Failure to Ensure Functioning Wander Guard Devices for Residents with Cognitive Impairment
Penalty
Summary
The facility failed to ensure that two residents with severe cognitive impairment received adequate supervision and functioning assistance devices to prevent incidents related to wandering and potential elopement. Both residents had diagnoses including unspecified dementia, psychotic disturbances, mood disturbances, and anxiety, with one also experiencing neuroleptic-induced Parkinsonism and chronic kidney disease. Documentation showed that both residents had orders for wander guard devices to be present and functioning on their lower extremities, with checks required every shift and specific instructions to test the devices at the front door to ensure alarms would sound. Despite these orders, observations revealed that neither resident's wander guard device was functioning properly at the time of survey. When tested at the front door, the devices did not activate the alarm, although the door alarm itself was operational. Staff interviews confirmed that checks for placement and functioning of the wander guards were documented as completed every shift, but the devices were not active during the survey. The ADON and maintenance staff stated that the system was checked regularly, and maintenance logs indicated that the system had passed recent checks.
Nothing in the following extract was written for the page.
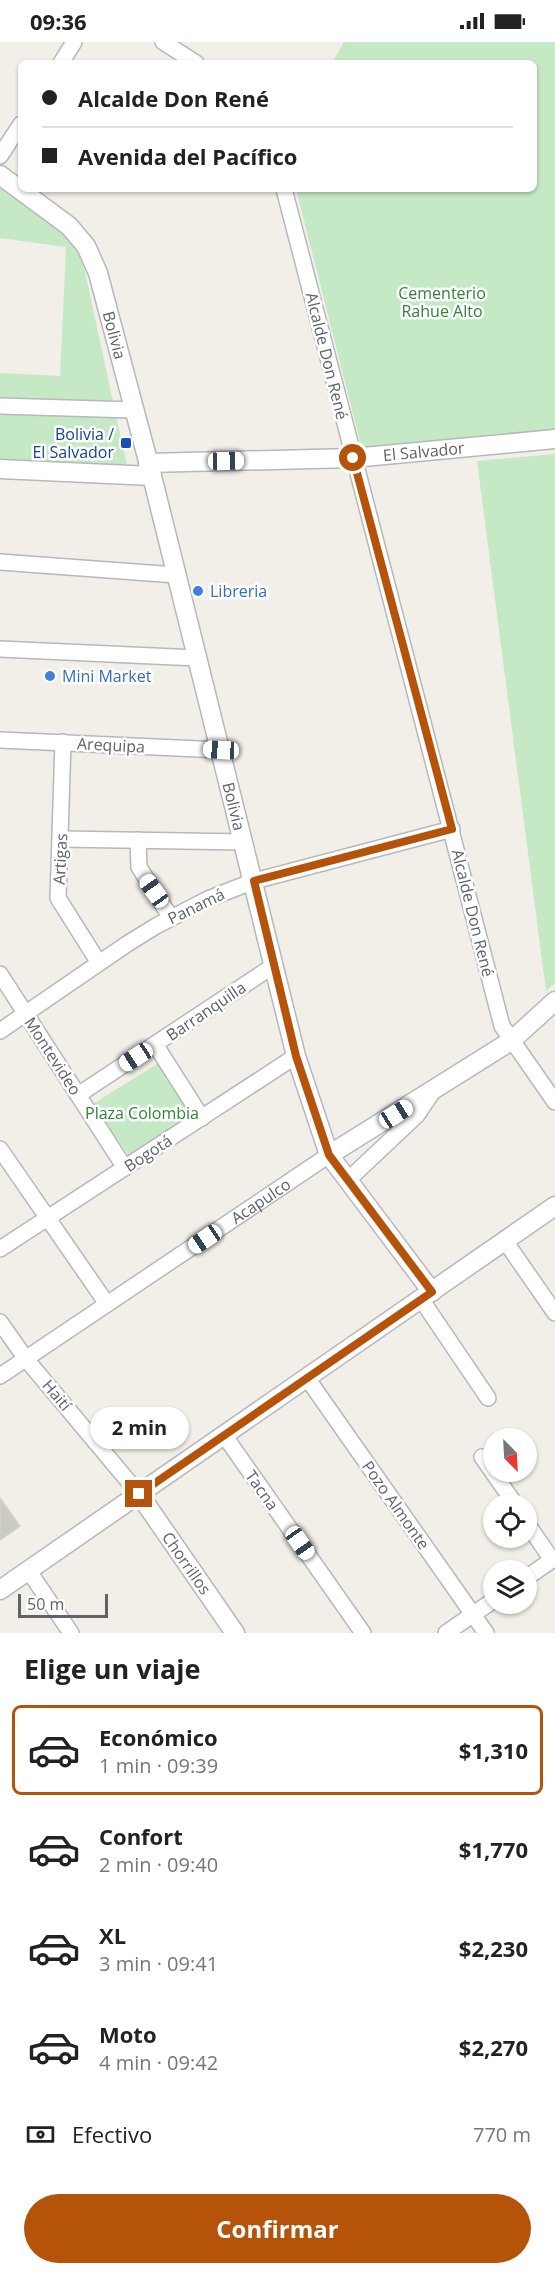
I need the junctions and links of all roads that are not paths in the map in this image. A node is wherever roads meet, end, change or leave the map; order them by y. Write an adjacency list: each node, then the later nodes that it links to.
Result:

However, the handheld device used to activate or deactivate the wander guards was found to be inactive during the survey. Further review of records and interviews indicated that the facility had experienced previous issues with the wander guard system, including a recent repair to the front door alarm system. Despite staff and administrative claims that the system was functioning and that no residents had eloped, the direct observation of non-functioning wander guards for two residents with a history of exit-seeking behavior constituted a failure to provide adequate supervision and accident hazard prevention as required.